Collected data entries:
***

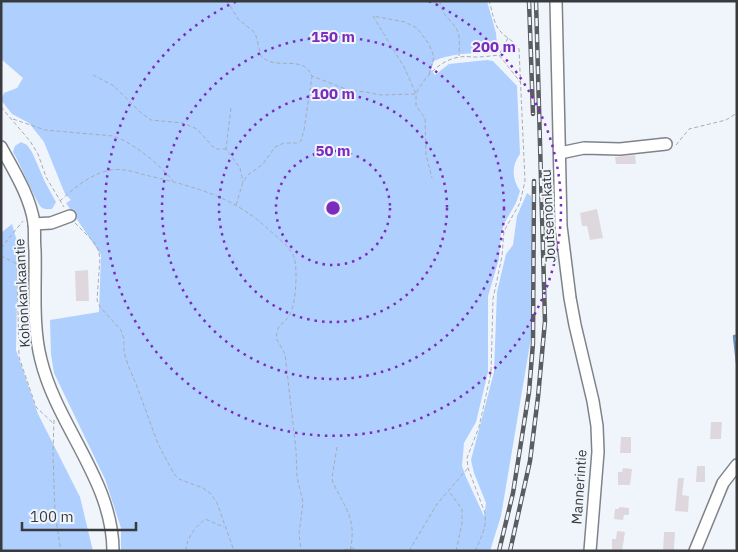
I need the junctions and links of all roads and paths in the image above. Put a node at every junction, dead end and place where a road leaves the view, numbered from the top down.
1 (226, 1) edge
2 (432, 1) edge
3 (440, 1) edge
4 (490, 1) edge
5 (556, 1) edge
6 (440, 5) junction
7 (508, 38) junction
8 (499, 55) junction
9 (460, 56) junction
10 (92, 75) dead end
11 (312, 76) junction
12 (428, 76) junction
13 (521, 84) junction
14 (416, 94) junction
15 (1, 107) edge
16 (231, 108) dead end
17 (737, 113) edge
18 (10, 117) junction
19 (666, 144) joint
20 (1, 147) edge
21 (226, 150) junction
22 (560, 153) junction
23 (432, 178) dead end
24 (173, 182) junction
25 (243, 182) junction
26 (60, 201) junction
27 (236, 206) junction
28 (70, 216) junction
29 (29, 222) junction
30 (1, 248) edge
31 (1, 256) edge
32 (54, 416) dead end
33 (54, 424) junction
34 (597, 426) joint
35 (338, 447) dead end
36 (737, 465) edge
37 (468, 468) junction
38 (450, 493) dead end
39 (225, 527) junction
40 (1, 548) edge
41 (350, 550) edge
42 (3, 551) edge
43 (61, 551) edge
44 (113, 551) edge
45 (186, 551) edge
46 (234, 551) edge
47 (301, 551) edge
48 (338, 551) edge
49 (358, 551) edge
50 (409, 551) edge
51 (456, 551) edge
52 (475, 551) edge
53 (590, 551) edge
54 (695, 551) edge

1 - 11 path
2 - 6 path
3 - 6 path
4 - 7 path
5 - 22 street, Joutsenonkatu
6 - 9 path
7 - 8 path
7 - 13 path
8 - 9 path
8 - 13 path
9 - 12 path
10 - 21 path
11 - 14 path
11 - 25 path
12 - 14 path
12 - 14 path
13 - 37 path
14 - 23 path
15 - 18 path
16 - 21 path
17 - 19 path
18 - 24 path
18 - 26 path
19 - 22 street
20 - 29 street, Kohonkankaantie
21 - 25 path
22 - 34 street, Joutsenonkatu
24 - 26 path
24 - 27 path
25 - 27 path
26 - 28 path
27 - 47 path
28 - 29 street
28 - 39 path
29 - 30 path
29 - 44 street, Kohonkankaantie
31 - 33 path
32 - 33 path
33 - 43 path
34 - 53 street, Mannerintie
35 - 41 path
36 - 54 street
37 - 50 path
37 - 52 path
38 - 51 path
39 - 45 path
39 - 46 path
40 - 42 path
41 - 48 path
41 - 49 path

***

• Task item
Any picture among the entries must be skipped; copy all else exactly.

• Answer space
I need the junctions and links of all roads and paths in the image above. Put a node at every junction, dead end and place where a road leaves the view, numbered from the top down.
1 (226, 1) edge
2 (432, 1) edge
3 (440, 1) edge
4 (490, 1) edge
5 (556, 1) edge
6 (440, 5) junction
7 (508, 38) junction
8 (499, 55) junction
9 (460, 56) junction
10 (92, 75) dead end
11 (312, 76) junction
12 (428, 76) junction
13 (521, 84) junction
14 (416, 94) junction
15 (1, 107) edge
16 (231, 108) dead end
17 (737, 113) edge
18 (10, 117) junction
19 (666, 144) joint
20 (1, 147) edge
21 (226, 150) junction
22 (560, 153) junction
23 (432, 178) dead end
24 (173, 182) junction
25 (243, 182) junction
26 (60, 201) junction
27 (236, 206) junction
28 (70, 216) junction
29 (29, 222) junction
30 (1, 248) edge
31 (1, 256) edge
32 (54, 416) dead end
33 (54, 424) junction
34 (597, 426) joint
35 (338, 447) dead end
36 (737, 465) edge
37 (468, 468) junction
38 (450, 493) dead end
39 (225, 527) junction
40 (1, 548) edge
41 (350, 550) edge
42 (3, 551) edge
43 (61, 551) edge
44 (113, 551) edge
45 (186, 551) edge
46 (234, 551) edge
47 (301, 551) edge
48 (338, 551) edge
49 (358, 551) edge
50 (409, 551) edge
51 (456, 551) edge
52 (475, 551) edge
53 (590, 551) edge
54 (695, 551) edge

1 - 11 path
2 - 6 path
3 - 6 path
4 - 7 path
5 - 22 street, Joutsenonkatu
6 - 9 path
7 - 8 path
7 - 13 path
8 - 9 path
8 - 13 path
9 - 12 path
10 - 21 path
11 - 14 path
11 - 25 path
12 - 14 path
12 - 14 path
13 - 37 path
14 - 23 path
15 - 18 path
16 - 21 path
17 - 19 path
18 - 24 path
18 - 26 path
19 - 22 street
20 - 29 street, Kohonkankaantie
21 - 25 path
22 - 34 street, Joutsenonkatu
24 - 26 path
24 - 27 path
25 - 27 path
26 - 28 path
27 - 47 path
28 - 29 street
28 - 39 path
29 - 30 path
29 - 44 street, Kohonkankaantie
31 - 33 path
32 - 33 path
33 - 43 path
34 - 53 street, Mannerintie
35 - 41 path
36 - 54 street
37 - 50 path
37 - 52 path
38 - 51 path
39 - 45 path
39 - 46 path
40 - 42 path
41 - 48 path
41 - 49 path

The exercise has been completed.